__Saved data entries__:
——
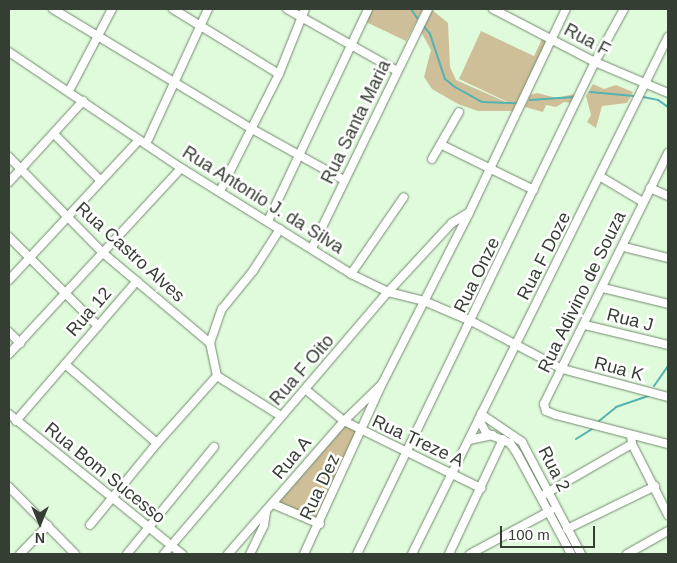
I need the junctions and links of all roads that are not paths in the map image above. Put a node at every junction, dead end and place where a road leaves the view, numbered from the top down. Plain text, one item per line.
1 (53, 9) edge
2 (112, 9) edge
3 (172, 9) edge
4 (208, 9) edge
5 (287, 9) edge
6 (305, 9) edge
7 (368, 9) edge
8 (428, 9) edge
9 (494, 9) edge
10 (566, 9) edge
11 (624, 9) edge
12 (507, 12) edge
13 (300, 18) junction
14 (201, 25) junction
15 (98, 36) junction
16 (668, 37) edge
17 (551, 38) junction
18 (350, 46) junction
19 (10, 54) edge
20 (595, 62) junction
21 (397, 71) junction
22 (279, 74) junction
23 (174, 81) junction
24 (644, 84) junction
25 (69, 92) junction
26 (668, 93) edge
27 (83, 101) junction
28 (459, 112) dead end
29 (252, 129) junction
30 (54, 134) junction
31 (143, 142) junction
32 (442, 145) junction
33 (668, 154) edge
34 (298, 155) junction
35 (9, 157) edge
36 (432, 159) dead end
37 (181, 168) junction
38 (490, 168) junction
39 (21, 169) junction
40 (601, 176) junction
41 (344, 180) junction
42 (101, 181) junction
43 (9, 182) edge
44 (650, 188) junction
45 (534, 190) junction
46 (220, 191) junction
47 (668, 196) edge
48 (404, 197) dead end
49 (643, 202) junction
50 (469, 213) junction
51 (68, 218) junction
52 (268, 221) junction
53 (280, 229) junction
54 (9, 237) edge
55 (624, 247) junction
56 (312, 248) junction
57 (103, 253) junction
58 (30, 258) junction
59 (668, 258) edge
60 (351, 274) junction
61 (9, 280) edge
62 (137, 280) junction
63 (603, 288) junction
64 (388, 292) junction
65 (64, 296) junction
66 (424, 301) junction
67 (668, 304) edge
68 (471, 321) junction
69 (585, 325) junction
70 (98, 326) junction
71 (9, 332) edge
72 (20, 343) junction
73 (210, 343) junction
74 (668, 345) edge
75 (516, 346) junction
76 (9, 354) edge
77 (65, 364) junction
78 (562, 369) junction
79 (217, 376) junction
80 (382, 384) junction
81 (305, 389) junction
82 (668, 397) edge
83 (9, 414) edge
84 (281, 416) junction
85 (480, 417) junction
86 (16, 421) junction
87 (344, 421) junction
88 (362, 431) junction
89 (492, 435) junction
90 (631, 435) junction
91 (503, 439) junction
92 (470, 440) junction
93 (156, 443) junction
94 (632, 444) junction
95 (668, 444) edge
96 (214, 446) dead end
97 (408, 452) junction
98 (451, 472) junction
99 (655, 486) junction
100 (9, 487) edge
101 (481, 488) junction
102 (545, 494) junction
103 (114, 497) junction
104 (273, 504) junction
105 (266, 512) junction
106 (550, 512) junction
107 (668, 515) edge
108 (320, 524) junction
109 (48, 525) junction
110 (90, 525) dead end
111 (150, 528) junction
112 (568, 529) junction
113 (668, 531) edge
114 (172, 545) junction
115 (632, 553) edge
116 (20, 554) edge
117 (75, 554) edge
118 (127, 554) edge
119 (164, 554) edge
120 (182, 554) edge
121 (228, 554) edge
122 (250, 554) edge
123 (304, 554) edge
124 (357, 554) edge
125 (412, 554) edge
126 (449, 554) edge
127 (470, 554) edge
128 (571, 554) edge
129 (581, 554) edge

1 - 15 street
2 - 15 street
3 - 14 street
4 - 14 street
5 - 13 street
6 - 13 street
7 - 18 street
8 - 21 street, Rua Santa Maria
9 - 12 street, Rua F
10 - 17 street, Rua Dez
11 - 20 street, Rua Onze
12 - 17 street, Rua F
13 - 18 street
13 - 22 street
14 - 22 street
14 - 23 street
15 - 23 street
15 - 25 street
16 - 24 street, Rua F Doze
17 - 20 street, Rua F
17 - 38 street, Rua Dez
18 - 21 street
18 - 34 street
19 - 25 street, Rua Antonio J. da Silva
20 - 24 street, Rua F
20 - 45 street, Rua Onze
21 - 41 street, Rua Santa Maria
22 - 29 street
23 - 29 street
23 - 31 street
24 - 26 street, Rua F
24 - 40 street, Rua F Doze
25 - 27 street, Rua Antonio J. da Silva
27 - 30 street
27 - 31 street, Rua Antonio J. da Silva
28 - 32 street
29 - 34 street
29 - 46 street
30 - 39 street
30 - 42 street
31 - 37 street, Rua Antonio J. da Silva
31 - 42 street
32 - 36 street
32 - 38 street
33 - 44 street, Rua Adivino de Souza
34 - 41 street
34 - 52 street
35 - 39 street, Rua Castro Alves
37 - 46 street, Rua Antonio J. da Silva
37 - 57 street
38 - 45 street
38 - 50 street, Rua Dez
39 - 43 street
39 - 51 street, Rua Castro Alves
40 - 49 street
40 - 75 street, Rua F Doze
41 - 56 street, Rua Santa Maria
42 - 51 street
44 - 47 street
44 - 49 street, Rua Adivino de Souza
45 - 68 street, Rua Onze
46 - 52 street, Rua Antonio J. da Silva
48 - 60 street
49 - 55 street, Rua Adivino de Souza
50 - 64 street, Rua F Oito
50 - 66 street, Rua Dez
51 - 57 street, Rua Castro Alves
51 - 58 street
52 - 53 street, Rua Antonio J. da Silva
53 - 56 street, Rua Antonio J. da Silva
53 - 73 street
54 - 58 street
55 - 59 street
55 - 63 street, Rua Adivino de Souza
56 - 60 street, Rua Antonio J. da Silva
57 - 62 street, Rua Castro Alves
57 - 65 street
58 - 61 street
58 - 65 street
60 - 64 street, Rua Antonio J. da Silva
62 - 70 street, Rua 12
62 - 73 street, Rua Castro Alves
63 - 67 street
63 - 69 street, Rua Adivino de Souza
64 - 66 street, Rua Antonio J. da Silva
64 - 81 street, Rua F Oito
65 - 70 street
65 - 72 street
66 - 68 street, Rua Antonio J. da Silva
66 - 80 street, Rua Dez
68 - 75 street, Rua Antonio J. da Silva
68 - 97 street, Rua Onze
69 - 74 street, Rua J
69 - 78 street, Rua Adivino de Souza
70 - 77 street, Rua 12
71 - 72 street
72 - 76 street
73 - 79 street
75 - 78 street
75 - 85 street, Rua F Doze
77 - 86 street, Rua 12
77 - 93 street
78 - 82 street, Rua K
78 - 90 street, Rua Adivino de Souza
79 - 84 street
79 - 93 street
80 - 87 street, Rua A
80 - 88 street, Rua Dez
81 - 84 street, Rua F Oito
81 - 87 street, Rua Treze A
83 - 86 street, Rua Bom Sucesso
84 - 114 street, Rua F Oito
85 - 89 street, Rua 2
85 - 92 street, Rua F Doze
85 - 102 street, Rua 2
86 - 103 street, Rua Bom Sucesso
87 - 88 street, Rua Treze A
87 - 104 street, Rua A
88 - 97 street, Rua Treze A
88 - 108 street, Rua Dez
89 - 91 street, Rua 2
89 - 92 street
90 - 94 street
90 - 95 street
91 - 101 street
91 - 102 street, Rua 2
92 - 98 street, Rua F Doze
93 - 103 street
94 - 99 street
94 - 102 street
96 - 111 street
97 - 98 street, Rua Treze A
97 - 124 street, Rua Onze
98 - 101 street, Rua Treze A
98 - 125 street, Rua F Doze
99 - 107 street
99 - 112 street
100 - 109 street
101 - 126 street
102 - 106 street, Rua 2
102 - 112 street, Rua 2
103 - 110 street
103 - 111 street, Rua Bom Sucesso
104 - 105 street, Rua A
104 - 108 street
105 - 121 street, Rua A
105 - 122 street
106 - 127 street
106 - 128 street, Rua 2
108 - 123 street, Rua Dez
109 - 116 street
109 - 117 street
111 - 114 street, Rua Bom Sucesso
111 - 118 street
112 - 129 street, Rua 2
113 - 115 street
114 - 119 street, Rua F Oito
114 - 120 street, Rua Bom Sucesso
——
__Problem to work on__:
Give only a number, namely how many lines in the entries above hold the word "Castro".

__Your solution__:
5